Could it be the imbalance of society has become the norm and requires more attention more often? In an age where millions of dollars are spent daily on the promotion of technology such as internet and mobile phones, how much communication is there? A hand held phone which fits into the palm and takes a picture which can be transmitted around the world in seconds is the likely possession of every other person you pass on the street, yet generally people do just that; pass on the street with no attempt at communication.
The mother of three who mans a supermarket checkout from 3 p.m. until midnight no longer does it because she wants to; she is there because she needs to be while her children are hopefully at home; hopefully. Unsupervised children in a permissive society have an adult world at their finger tips. Multi-channel television offering a choice between Black Beauty and Black Emmanuelle doesn’t present much of a challenge to a growing mind. Permissive? Yes, most certainly in a climate where noble leaders have recently considered lowering the level of under age sex. How low can we get? Are we about to find out in an environment where sex and nudity is no longer a segment of adult hood and is displayed blatantly in many television programmes and retail book outlets; establishing these stores as adult book shops? A choice between Harry Potter and Harold Robins? You choose. Where, then is the increased quality of life and where does the break down of the family unit start? More importantly where will it finish?

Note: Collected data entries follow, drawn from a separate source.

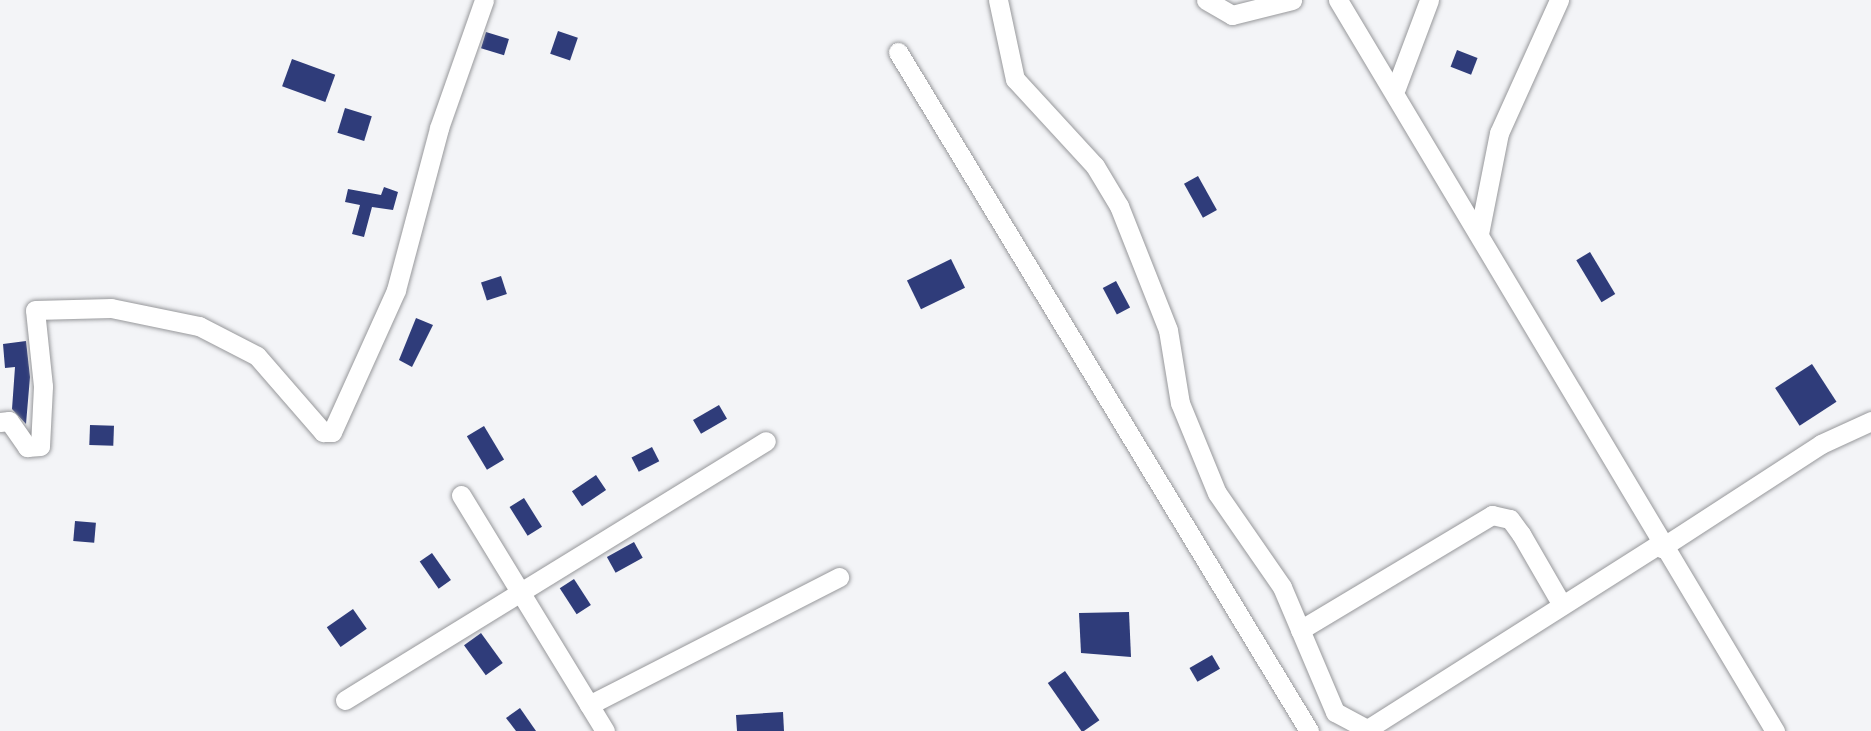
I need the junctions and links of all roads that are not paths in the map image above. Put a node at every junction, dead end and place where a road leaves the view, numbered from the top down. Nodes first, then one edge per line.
1 (484, 0) edge
2 (998, 0) edge
3 (1206, 0) edge
4 (1292, 0) edge
5 (1338, 0) edge
6 (1429, 0) edge
7 (1559, 0) edge
8 (898, 52) dead end
9 (1396, 88) junction
10 (1479, 234) junction
11 (1871, 421) edge
12 (0, 422) edge
13 (766, 441) dead end
14 (461, 495) dead end
15 (1660, 547) junction
16 (839, 577) dead end
17 (520, 593) junction
18 (1562, 605) junction
19 (1300, 629) junction
20 (345, 700) dead end
21 (589, 705) junction
22 (1368, 730) edge
23 (605, 731) edge
24 (1309, 731) edge
25 (1776, 731) edge

1 - 12 street
2 - 19 street
3 - 4 street
5 - 9 street
6 - 9 street
7 - 10 street
8 - 24 street
9 - 10 street
10 - 15 street
11 - 15 street
13 - 17 street
14 - 17 street
15 - 18 street
15 - 25 street
16 - 21 street
17 - 20 street
17 - 21 street
18 - 19 street
18 - 22 street
19 - 22 street
21 - 23 street

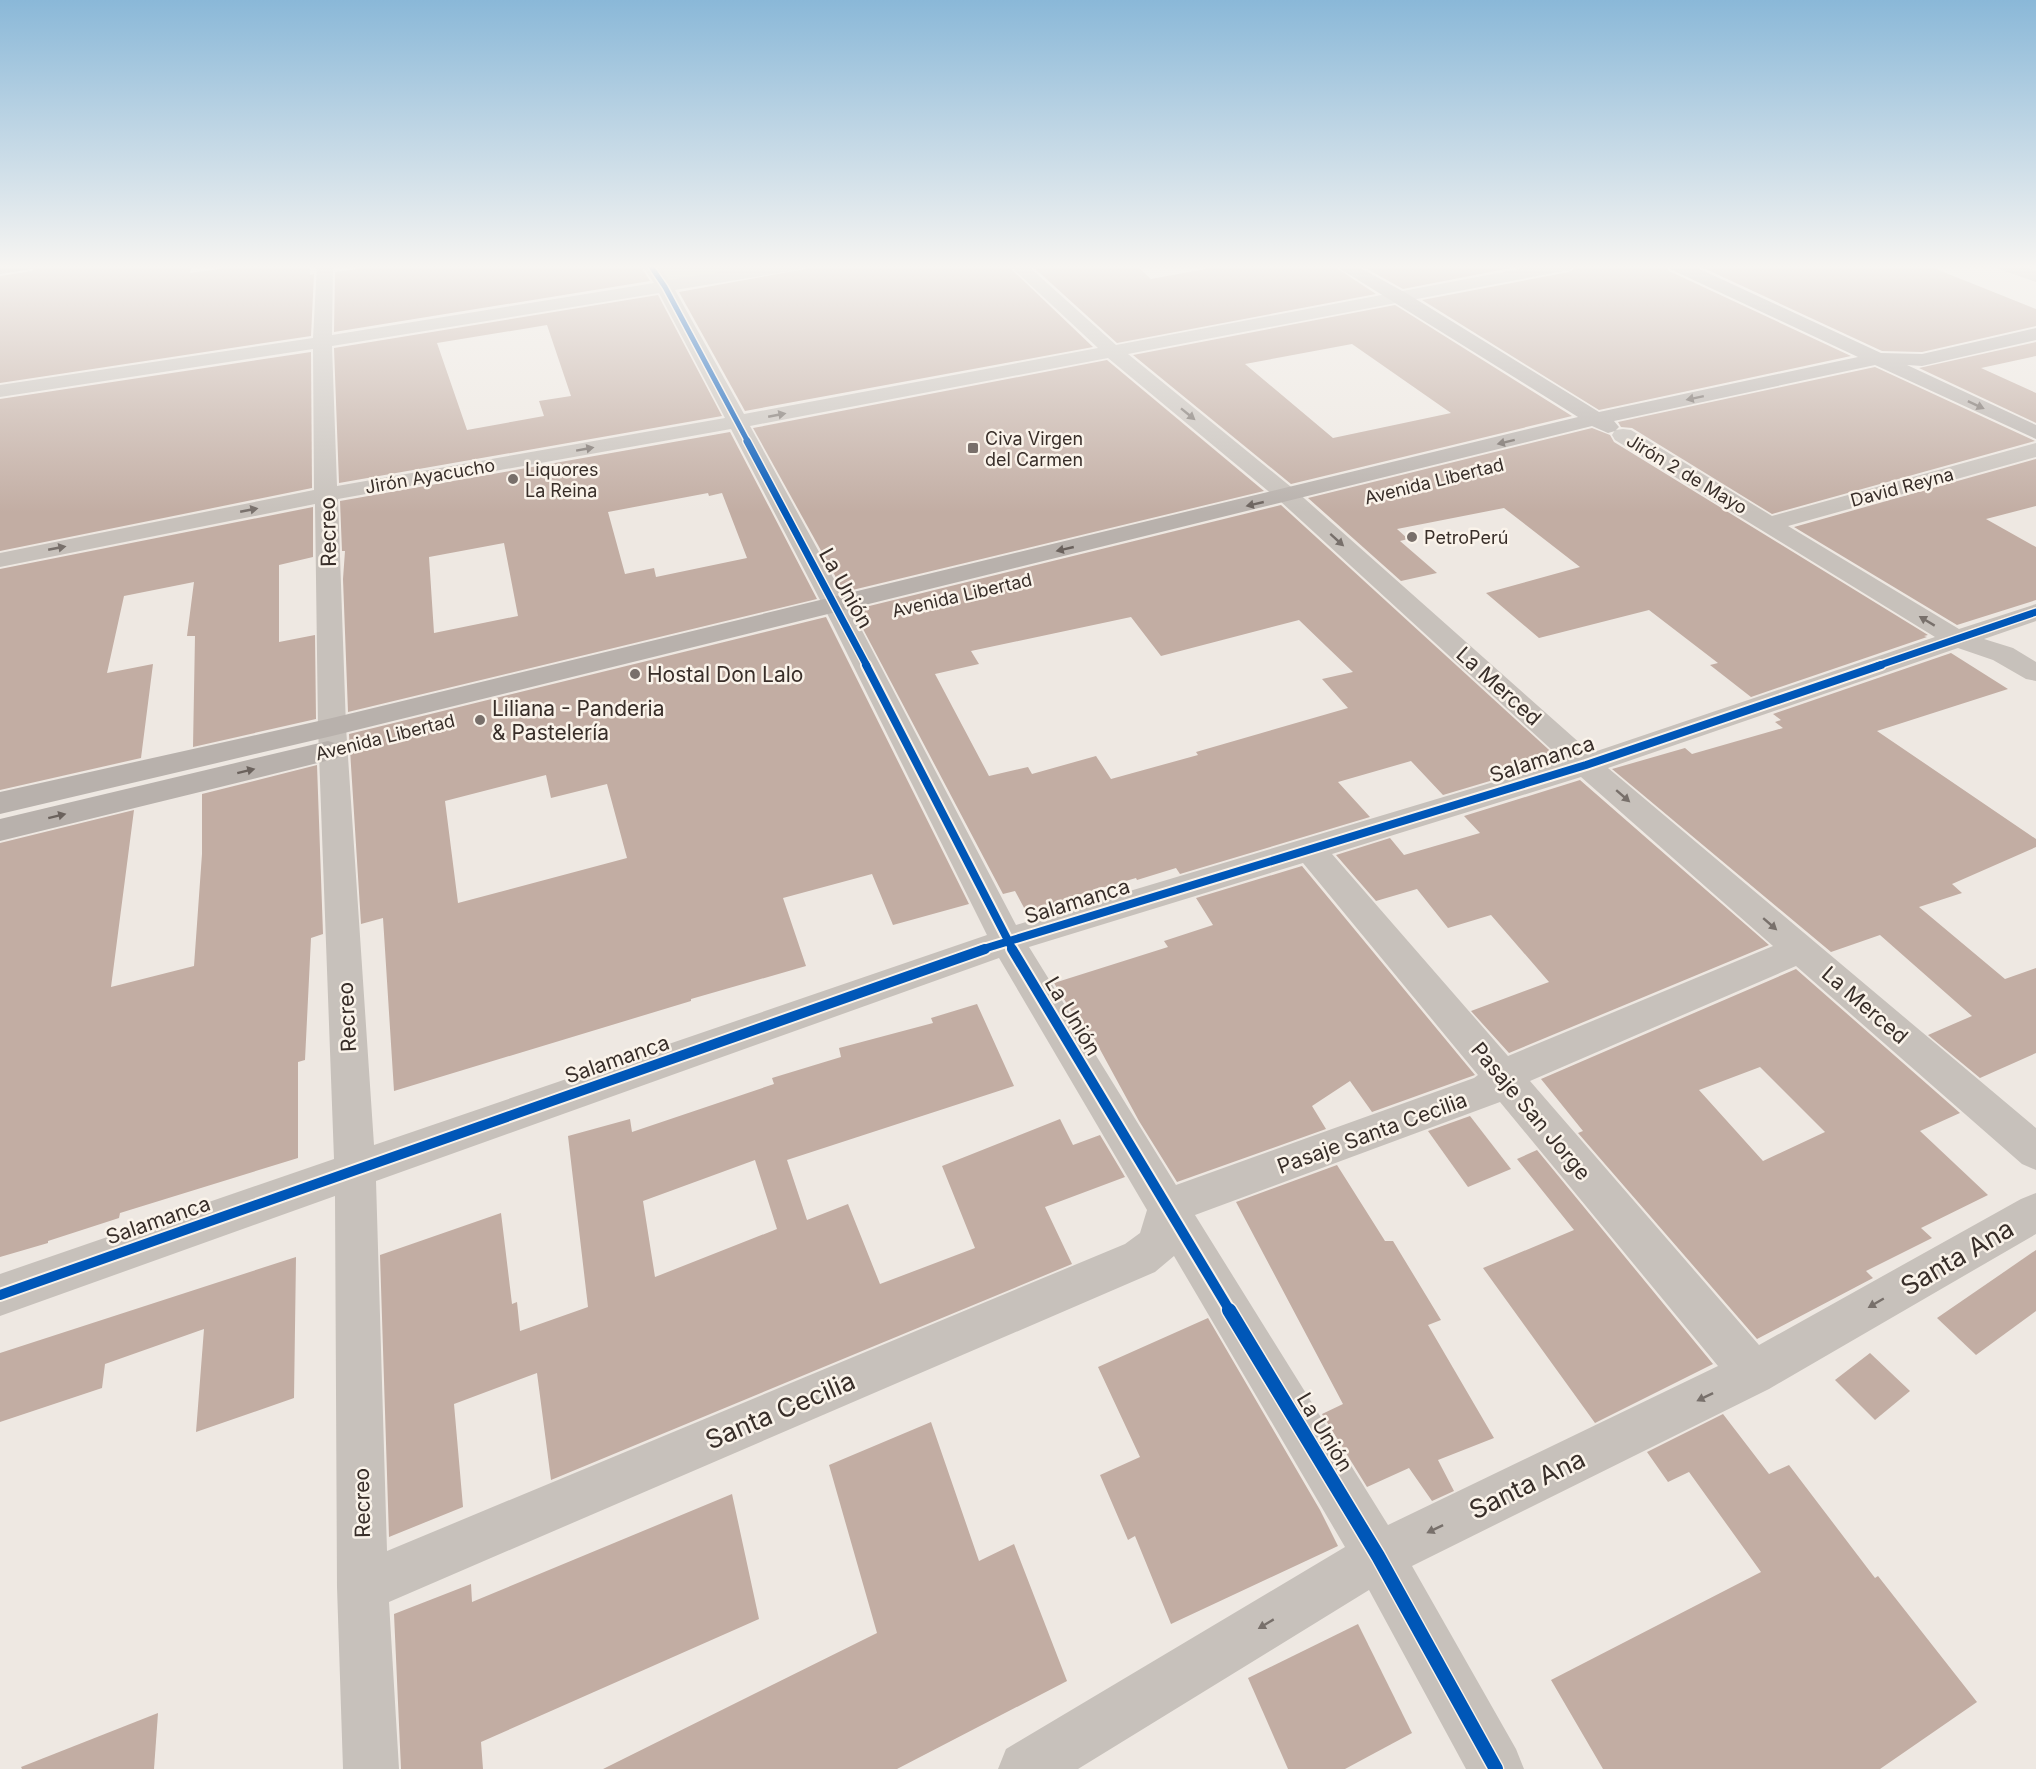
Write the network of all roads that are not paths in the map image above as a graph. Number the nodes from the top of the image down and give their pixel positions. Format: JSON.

The signs are always there The old man has learned much in his three score years and ten. He sees much that others don’t see and he has an opinion He knows the importance of eye contact with those with whom he encounters in every day life and of the level, yet discreet soul searching, mind exposing eye contact he maintains with his offspring. It was never possible for him to always be there, yet he was always a template for them to shape themselves against, a yard stick for which they could reach, if he proved to be worthy. A yardstick? A traditional item that stands near and is forever available to keep things in proportion. It was one time made of steel. These days, if to be found it is usually constructed from cardboard, synthetic materials, often timber. Many people have no use for it at all. They are not aware of the value. The best yardstick is of steel and yes, there is still plenty out there.
The old man was always known to have an opinion. Most times it went out the door in the way his dining room table would, yet this never prevented him from offering it to those prepared to listen; and those who many times chose not to listen. He offered it one day to the househusband whose daily constitutional was a jog along the waterfront. In minimal training gear and trainers he’d stopped for a breather on the sea wall. His wife was a legal executive who had returned to the workforce after an extended period of maternity leave. It was a fine arrangement. She earned much more than he had ever dreamed of earning and they were both happy for him to be ‘mother’ while she forged ahead with her career. It was a complete role reversal; an ideal domestic situation.
Every day, wet, or fine, househusband Wayne covered the eight kilometre return trip along the waterfront with eight month old Wayne Junior in the three wheeled baby buggy before him. The buggy was built like a world war two tank of tubular steel with heavy duty rubber wheels and canvas sides and top, with a clear plastic shield should bad weather prevail. The hood was complete with sun visor which was really an observation window for the parent for the child faced away in the direction the parent chose to go.
The old man queried the wisdom of the configuration of this chariot of good intention. He suggested it might serve a better purpose if the child faced the parent that they could observe each other for the entire period of the run, not just at pit stops, and possibly share the bumps and pitfalls of the journey. Wayne shrugged off this idea saying it was fine the way it was. The child could see where it was going and what did it matter where he had been? He, the child, liked it that way and he, the father, could see him when ever he needed. It seemed at eight months Wayne junior knew better than the father.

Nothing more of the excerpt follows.